Broken Silence: Dialogues from the Edge
Description
$15.95
ISBN 0-88619-082-7
Author
Publisher
Year
Contributor
Robert Seiler was Assistant Professor of General Studies at the University of Calgary.
Review
Many writers have tried to reconstruct the horrors of their early years in order to come to terms with what the past did to them; few have produced a memoir as powerful as Broken Silence. In this remarkable book Andre Stein (b. 1936) confronts those shattering experiences that reduced him to silence for forty years.
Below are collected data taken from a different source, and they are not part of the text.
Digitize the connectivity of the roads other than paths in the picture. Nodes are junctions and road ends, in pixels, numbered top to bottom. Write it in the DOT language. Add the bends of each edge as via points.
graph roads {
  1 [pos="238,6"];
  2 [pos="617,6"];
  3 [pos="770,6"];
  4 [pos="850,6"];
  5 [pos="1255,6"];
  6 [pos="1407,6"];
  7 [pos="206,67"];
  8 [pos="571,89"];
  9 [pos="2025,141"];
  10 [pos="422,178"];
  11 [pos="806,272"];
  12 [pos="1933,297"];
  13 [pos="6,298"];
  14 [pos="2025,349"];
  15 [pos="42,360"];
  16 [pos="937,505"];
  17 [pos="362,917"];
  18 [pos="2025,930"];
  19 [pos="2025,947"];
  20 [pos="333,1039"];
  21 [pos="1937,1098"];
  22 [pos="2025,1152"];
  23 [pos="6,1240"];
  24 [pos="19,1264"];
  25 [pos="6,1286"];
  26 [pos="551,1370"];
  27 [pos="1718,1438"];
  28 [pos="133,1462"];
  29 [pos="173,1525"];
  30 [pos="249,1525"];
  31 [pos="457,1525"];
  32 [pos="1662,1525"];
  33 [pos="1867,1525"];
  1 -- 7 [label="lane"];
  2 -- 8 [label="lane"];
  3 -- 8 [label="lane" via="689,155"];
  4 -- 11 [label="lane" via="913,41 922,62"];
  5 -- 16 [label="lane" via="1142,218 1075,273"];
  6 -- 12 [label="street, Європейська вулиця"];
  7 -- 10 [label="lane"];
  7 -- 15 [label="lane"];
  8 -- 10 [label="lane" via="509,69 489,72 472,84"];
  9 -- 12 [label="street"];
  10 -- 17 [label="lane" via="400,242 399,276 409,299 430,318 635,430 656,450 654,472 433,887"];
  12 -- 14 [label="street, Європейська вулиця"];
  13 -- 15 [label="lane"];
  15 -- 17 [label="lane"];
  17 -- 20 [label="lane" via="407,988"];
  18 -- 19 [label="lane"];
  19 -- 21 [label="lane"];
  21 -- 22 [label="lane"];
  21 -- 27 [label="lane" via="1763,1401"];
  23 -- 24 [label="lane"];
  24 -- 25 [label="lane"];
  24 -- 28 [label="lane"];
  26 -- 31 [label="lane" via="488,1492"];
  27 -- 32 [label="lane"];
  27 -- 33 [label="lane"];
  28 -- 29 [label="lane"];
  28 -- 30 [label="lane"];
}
It should come as no surprise to learn that the subject of Stein’s ruminations is anti-Semitism — to be precise, the anti-Semitism he experienced while growing up in Budapest during the period which extended from March of 1944, when the Germans marched into Budapest, to October of 1956, when the people of Hungary tried to throw off the Soviet yoke. Apparently the persecution of the Jews reached its peak during the three months between the cessation of hostilities and the liberation of Budapest by the Red Army, when the dreaded Arrow Cross Party (the Hungarian fascist party) and the unaffiliated mob of wild youths reduced the Jewish population from 200,000 to a little more than 50,000. The atrocities reached such proportions that even the sensibilities of the Germans were ruffled. Stein’s father was sent to Bor, where he lost his sight working in the copper mines; his mother fell into the trap of her own ignorance and perished in the hell of Bergen Belsen; and most of his aunts, uncles, cousins, nieces, and nephews died in one camp or another. Stein, among other members of the family, survived because his aunt Sari became the mistress of the Chief Inspector of the Arrow Cross Police. Their stories are brilliantly evoked.
So is the story of Stein’s struggle to extricate himself from the demons of his past. During the Hungarian uprising (in 1956) he fled to Paris, where he experienced a second birth. However, loneliness made him feel depressed again. He then immigrated (in 1959) to the United States, where he joined his sister and her husband in Berkeley, California. In order to escape his loneliness he studied at the University of California. He married a Sicilian girl, but he still felt isolated. Even his wife did not know that he was a Jew. When he finished his Ph.D. he moved to Toronto, where he took a job as professor of human communications at the university. After so many false starts his reconstruction began: he divorced his wife and married a Jew. Quickly his sense of alienation vanished.
Not the least fascinating feature of this book is the narrative technique employed. Stein engages in a series of imaginary dialogues with a torturer, a victim, a spectator, and a survivor. At the end of the book he engages in a dialogue with himself as a boy. This approach enables the reader to join the author in his search for understanding. The reader gets the impression that he is trying to solve a mystery, for as he reads dialogue after dialogue the story is brought into sharper focus. The lesson Stein learns is that, while he cannot change the past, he can change the way he sees and feels it. Telling the story liberates him from the fear, the shame and the rage he harboured for forty years.
In Language and Silence (London, 1967) George Steiner argued that silence was the only response possible to the enormity of the Holocaust. The case presented in Broken Silence is that silence is no longer tenable. Stein’s exploration of his own past deepens our understanding of “the greatest single crime in history.”